First, in Rhode Island, a kid made a hat that was decorated with an American flag and little green army men. The hat was banned because the toy soldiers were carrying tiny guns.
Second, crossing the continent to Vancouver, a school principal had a kid's photo cut out (as in they took scissors and cut out the photo) from the copies of the yearbook because the principal took issue with the write-up that the kid had run with his photo. As Calvin's Mom put it, the principal "reacted with all the class and savoir-faire of a pre-teen Mean Girl riding her very first rag, adhesive-side up."

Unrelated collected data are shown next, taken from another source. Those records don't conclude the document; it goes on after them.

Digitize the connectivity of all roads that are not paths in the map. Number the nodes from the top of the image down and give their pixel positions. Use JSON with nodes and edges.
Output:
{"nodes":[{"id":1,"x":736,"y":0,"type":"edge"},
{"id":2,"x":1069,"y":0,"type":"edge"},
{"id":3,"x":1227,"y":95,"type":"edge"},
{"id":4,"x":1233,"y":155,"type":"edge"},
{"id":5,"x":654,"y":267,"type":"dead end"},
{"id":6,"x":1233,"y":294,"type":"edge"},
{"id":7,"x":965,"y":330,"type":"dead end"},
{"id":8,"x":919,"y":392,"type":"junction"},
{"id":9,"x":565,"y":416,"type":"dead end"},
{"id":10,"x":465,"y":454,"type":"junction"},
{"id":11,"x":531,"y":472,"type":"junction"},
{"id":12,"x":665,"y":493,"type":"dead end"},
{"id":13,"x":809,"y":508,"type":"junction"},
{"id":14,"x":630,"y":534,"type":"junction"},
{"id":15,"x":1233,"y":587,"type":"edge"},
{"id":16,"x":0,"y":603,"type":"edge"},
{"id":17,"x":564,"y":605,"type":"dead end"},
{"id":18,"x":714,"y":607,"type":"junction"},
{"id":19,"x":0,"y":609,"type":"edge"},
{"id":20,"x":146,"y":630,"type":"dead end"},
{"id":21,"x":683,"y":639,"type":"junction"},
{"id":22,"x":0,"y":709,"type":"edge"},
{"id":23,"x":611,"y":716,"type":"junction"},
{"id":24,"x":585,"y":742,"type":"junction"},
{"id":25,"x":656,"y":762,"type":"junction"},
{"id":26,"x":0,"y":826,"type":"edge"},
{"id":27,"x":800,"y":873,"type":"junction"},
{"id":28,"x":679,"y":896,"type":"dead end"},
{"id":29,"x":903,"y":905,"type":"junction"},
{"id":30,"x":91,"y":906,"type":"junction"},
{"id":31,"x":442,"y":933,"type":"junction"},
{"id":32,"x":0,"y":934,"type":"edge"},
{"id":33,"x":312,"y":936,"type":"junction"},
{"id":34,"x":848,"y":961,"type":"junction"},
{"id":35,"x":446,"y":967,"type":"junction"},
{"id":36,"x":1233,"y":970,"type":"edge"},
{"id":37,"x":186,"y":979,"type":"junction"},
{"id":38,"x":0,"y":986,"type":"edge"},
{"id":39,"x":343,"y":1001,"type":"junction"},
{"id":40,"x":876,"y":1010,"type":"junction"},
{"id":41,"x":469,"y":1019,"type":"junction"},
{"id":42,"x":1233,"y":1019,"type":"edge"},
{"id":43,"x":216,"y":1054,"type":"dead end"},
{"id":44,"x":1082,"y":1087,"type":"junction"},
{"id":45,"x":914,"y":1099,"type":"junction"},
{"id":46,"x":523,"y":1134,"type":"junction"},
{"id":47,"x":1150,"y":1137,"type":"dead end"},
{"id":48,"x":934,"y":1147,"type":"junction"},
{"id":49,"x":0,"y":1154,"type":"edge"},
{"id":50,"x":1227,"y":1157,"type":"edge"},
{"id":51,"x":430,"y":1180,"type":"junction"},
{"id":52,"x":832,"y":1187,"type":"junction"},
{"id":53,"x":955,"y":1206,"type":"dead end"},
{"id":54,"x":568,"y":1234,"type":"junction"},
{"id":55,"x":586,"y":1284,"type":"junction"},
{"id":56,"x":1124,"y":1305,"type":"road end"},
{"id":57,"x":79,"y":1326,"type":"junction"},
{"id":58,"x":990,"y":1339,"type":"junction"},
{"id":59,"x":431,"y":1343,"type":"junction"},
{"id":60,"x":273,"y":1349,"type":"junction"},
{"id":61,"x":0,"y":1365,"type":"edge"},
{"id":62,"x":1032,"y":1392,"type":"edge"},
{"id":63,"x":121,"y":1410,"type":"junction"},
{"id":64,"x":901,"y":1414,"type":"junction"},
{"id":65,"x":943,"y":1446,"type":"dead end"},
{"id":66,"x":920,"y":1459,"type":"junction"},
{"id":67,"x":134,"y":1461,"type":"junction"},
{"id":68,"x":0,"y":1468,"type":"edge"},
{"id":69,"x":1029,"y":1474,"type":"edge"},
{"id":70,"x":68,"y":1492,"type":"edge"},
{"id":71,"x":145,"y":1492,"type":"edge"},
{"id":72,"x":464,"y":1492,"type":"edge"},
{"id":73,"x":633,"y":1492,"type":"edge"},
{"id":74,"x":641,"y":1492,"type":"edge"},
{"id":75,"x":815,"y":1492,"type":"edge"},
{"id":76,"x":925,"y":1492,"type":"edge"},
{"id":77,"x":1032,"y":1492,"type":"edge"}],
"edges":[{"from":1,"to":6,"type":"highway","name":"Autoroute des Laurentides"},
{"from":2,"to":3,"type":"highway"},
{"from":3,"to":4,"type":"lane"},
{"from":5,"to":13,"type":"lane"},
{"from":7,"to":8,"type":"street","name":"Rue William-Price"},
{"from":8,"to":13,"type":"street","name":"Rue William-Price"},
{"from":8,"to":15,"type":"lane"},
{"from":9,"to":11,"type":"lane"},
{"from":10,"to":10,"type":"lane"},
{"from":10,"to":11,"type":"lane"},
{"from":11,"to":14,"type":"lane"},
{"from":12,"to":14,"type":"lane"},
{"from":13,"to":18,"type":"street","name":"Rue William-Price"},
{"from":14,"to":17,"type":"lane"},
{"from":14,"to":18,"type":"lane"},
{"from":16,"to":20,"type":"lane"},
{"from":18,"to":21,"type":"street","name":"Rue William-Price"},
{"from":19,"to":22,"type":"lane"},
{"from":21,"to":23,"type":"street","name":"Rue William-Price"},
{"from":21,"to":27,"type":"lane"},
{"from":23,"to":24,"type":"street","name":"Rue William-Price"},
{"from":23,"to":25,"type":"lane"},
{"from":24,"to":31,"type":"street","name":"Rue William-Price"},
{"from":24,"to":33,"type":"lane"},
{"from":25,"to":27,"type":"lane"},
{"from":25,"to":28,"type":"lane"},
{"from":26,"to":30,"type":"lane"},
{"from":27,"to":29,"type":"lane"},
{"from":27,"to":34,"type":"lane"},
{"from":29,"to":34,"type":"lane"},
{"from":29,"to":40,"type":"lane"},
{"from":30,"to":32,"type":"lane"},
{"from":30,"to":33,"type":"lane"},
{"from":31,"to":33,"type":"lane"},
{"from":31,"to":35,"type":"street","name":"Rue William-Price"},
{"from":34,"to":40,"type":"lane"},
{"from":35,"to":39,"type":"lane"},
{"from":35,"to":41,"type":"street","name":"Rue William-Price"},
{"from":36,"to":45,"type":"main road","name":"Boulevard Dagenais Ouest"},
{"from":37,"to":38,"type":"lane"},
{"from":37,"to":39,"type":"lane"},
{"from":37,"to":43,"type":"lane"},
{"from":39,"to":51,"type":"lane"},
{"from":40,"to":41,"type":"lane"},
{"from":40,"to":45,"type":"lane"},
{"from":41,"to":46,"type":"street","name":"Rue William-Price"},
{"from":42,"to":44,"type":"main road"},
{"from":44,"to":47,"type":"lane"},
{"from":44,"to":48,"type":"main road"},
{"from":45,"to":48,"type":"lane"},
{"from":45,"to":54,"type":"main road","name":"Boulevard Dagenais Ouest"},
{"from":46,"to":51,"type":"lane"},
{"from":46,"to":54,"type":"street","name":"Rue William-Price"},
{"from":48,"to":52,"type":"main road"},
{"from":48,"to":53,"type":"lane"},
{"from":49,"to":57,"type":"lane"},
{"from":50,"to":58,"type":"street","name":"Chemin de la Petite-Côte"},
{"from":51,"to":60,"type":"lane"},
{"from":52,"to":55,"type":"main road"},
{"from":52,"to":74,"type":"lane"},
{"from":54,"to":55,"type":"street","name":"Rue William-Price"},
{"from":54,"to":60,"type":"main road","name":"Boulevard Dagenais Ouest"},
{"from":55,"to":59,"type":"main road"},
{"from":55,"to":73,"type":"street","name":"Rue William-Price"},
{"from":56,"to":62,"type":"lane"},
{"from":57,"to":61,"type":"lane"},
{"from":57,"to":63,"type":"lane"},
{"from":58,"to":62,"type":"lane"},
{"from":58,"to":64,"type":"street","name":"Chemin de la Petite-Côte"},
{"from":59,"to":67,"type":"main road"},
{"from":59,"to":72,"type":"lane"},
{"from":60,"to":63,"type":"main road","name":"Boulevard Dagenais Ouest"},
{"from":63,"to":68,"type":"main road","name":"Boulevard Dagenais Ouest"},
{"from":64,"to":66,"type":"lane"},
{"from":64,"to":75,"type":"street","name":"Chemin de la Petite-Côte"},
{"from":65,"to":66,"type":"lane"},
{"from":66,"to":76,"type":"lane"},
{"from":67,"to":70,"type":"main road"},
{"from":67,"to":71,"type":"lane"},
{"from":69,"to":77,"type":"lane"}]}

When they hire someone as a school administrator, do they either lobotomize them or do they scramble their brains like a pithed frog?
A Big Mayo No No, Part 15
38 minutes ago
4 comments:
Many school admins are ex-PE teachers, most often with the bare minimum of years teaching (only 3 in OR). They tend to be disciplinarians, not managers. Or to be less kind, bullies and jocks, not nerds.
This is not to say there aren't some good ones out there, nor that PE types are necessarily going to be shitty principals, but the good ones don't show up in the news.
Okay, this is the story of a real-life school administrator. She was a teacher in a rural high school, and utterly incompetent at teaching, but she was the right race to meet various court-ordered affirmative action requirements (note -- she was *not* black, she was white, in a mostly-black school district). The district encouraged her to go back to school and get certification as a high school counselor and she did, and they promoted her to being a counselor.
As a counselor she proved to be equally incompetent, causing dozens of students to miss important college application deadlines. So the district encouraged her to go back to school and get certification as a high school administrator, and she did. So they promoted her to being vice principal of the high school.
As vice principal she was mostly responsible for school discipline, and the school district was pleased to note that suspensions went down significantly at the high school once she became vice principal. Finally a job she was good at, they thought! So when the principal retired, they did the obvious thing: They promoted her to be the new principal.
So a couple of years passed, and her reputation started sinking in: She was crazy, and the school was utterly out of control, with students assaulting teachers and getting into fights. Turns out the reduction in number of suspensions was because she didn't bother disciplining kids, period. So, test scores plunging, and the few white parents in the district as well as the wealthier black parents pulling their kids out of school once they hit high school and sending them to a private school they'd started on a shoestring just to get them away from that mess. The final straw: A special ed kid brought a knife to school and threatened to kill someone who'd "narc'ed" on him. Rather than expel him and call the police, as called for by state law, she simply suspended him for a few more days then let him back in school.
That was the end of it -- almost. See, if she'd been fired, there would be a stink and a lawsuit. But she'd put in 18 years in the district, and with only two more years would have retirement benefits -- meager ones, but retirement benefits. So they gave her a choice: They could fire her right then and there. Or she could voluntarily accept a "promotion" to "special consultant" for the remainder of the school year and for the next school year, and then voluntarily retire. She accepted the "promotion".
And that, my friends, is the story of a school administrator. Not the story of *all* school administrators. But the story of enough of them (the above is actually a composite of two administrators) to explain a lot of things.
- Badtux the Former Teacher Penguin
What does this yahoo do with "fired the shot heard round the world"?
Clearly, Deadstick, they don't teach about the Revolutionary War at that school. Rather, they teach about the Revolutionary Disagreement, which was resolved via the 8-step Conflict Resolution process as taught in the Social Skills class, and there was tea and cookies afterwards. Duh.